Seehofers Sommertheater

Diesmal haben sich die beiden Unionsparteien wirklich Mühe gegeben, den Scheinkonflikt zwischen Merkel und Seehofer echt aussehen zu lassen. Die ohnehin auf Systemlinie segelnden Medien unterstützten sie nach Kräften dabei. Doch nur noch wenige, auch der einstmals treuen CSU-Anhänger, kauften Seehofer den wohl letzten großen Versuch der CSU ab, sich einen Merkel- und asylkritischen Anschein zu geben. Die meisten sahen das voraus, was dann auch eintrat: Seehofer, die CSU, startete als bayerischer Löwe und endete, wie all die Male zuvor, als Merkels devoter Bettvorleger.
 
Schaut man sich das mit Spanien ausgehandelte Ergebnis genauer an, so verblüfft vor allem die kaum noch steigerungsfähige Dreistigkeit, mit der dem Wähler hier ein großes Nichts als Erfolg verkauft werden soll.

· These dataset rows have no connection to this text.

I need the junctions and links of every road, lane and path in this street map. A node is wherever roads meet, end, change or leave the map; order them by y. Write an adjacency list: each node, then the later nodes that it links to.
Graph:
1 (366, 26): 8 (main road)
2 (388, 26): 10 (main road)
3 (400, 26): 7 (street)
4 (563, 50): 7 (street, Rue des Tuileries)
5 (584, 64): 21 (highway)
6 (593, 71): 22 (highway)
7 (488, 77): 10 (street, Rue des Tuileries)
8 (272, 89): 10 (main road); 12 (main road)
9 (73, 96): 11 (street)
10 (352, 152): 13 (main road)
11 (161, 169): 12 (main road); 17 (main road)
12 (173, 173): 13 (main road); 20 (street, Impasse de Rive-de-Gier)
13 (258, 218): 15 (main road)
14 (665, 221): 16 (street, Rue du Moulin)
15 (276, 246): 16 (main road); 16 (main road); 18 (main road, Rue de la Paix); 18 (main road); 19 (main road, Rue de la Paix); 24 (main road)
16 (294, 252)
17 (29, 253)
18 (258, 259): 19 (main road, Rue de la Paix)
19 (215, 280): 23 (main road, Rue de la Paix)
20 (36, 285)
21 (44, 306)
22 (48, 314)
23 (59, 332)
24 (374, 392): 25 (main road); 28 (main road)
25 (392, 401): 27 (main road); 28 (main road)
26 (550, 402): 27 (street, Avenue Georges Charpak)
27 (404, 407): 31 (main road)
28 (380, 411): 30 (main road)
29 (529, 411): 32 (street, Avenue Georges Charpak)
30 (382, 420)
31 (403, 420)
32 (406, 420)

Spanien erklärt sich also bereit, sogenannte Flüchtlinge zurückzunehmen, doch nur, wenn sie
 
1. an ausgewählten deutsch-österreichischen(!) Grenzübergängen angetroffen werden, an denen sich
2. zufällig gerade deutsche Grenzbeamte aufhalten, die
3. zufällig gerade diese Flüchtlinge kontrollieren, wobei das
4. nur hilft, wenn ausgerechnet diese Flüchtlinge so blöd waren, schon in Spanien einen Asylantrag zu stellen.
 
Nur selten wurde mit mehr Theater, größerem Aufwand und noch mehr Kosten ein größeres Nichts produziert und versucht, dies den Bürgern als Erfolg unterzujubeln. Auf diese Form der Bürgerverhöhnung kann es nur eine Antwort geben:
 
Am 14.10. beide Stimmen für die AfD! Dabei gilt: Zweitstimme gezielt einsetzen, Listenkandidat des Vertrauens sorgfältig auswählen! Ich empfehle Listenplatz 12 der schwäbischen AfD-Liste.

Asylbeschiss: Faule Kompromisse fürs Volk

Es bleibt dabei, wo Seehofer draufsteht, ist heiße Luft drin. Manchmal stinkt die auch zum Himmel. Während der uns von den Systemmedien als Erfolg verkaufte „Asylkompromiss“ nichts Verbindliches enthält, hat die SPD bei dieser Gelegenheit durchgesetzt, dass es noch in diesem Jahr ein Gesetz geben soll, das den Zuzug von noch mehr Migranten ermöglicht. In den Arbeitsmarkt, wie es heißt.
 
Aber haben uns nicht genau diese Parteien gerade Jahr für Jahr eingeredet, mit den mehr als eine Million „Flüchtlingen“ kämen dringend benötigte Fachkräfte? Sogar von Ärzten und Ingenieuren war die Rede. Gekommen sind statt dessen ganz überwiegend nicht zu integrierende Analphabeten, von denen die Mehrzahl nichts richtig kann, sich aber für einfache Arbeiten zu schade ist. Einwanderung in die Sozialsysteme, die hinsichtlich Renten und Pflege ohnehin vor dem Kollaps stehen.
 
Zugleich stehen wir im Angesicht von Digitalisierung und fortschreitendem technologischen Kompetenzverlust vor dem größten Arbeitsplatzabbau seit langem. Und was will die SPD? Natürlich noch mehr Migranten ins Land holen. Und natürlich wieder Fachkräfte, diesmal aber ehrlich, das müssen wir ihr glauben – oder besser nicht.